Thursday, July 25, 2013

Working Despite the Sunshine; Reflections from a Grayer Time


Okay, so I don't know about you, but all this consistent sunshine in Seattle is making me a little grumpy. I mean, if I wanted to see the same blue sky and bright glare from streaming through my still-unwashed windows from 7am until 9pm, I would have lived in California, right?! 

And as an aspiring writer, I can tell you that these beautiful summer days do not provide the perfect conditions for the soul-searching and self-reflection necessary for insightful writing. Maybe that's why so many writers live in Seattle or the San Juans. Rain, fog and marine layers just go much better with strong coffee and brooding, don't you think?

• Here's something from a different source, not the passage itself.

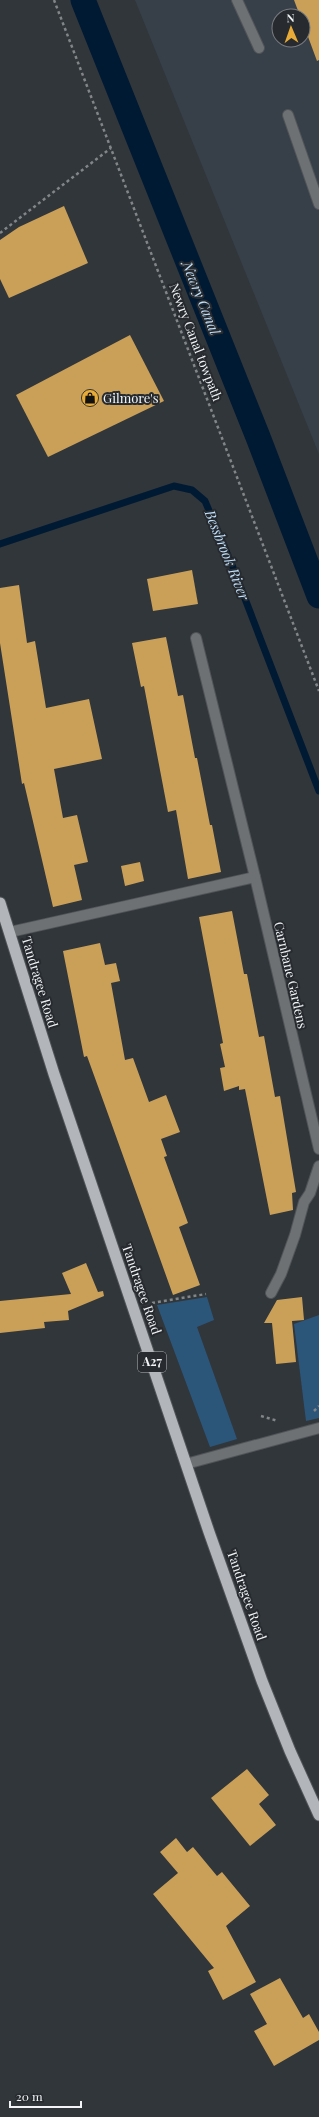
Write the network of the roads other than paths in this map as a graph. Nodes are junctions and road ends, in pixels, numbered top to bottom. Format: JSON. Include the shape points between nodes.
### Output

Not to mention you just feel like you should be outside doing summery things everyday when the sun is out. Who wants to clean their bathrooms, clean out the kids' rooms, or even shop in the artificially bright heaven of Target when you've got the real stuff outside beckoning you to sit outside with friends dining al fresco and chatting and laughing, or jogging along the trail feeling healthy and happy about all the good things in your life, or marveling at the eclectic life that teems both in and out of the water at Madison Beach! It's no wonder that the warmest, most beautiful seaside countries are not exactly the most productive or highest GDP's; now I get it!

So I guess I'll have to just stare at my to-do list that grows increasingly long and overwhelming in hopes that we will soon get our Seattle gloom back and I can get some things done! In the meantime, I wanted to let you know that I have officially given up my Real Estate license and have gotten a job as the Elementary Assistant at my kids' school. Yes, I'll be wiping lunch tables, helping kids and their parents with their hurts and anxieties and coordinating schedules, mail, schedules. Not much different than home, but now I'll get paid for it! And I'll also continue to pursue the serious writer that my husband swears lingers just beneath my surface...

To that end, it was on one of those beautiful, gloomy days that I wrote the following story for a contest that I wanted to share with you. No, I didn't win, but I still like it. I'll warn you that it's dark. Think gray clouds, rain, Coldplay in the background and a phase of mid-life existential angst. I call it my "Everywoman" story, for all of us women who sometimes wonder who they have become...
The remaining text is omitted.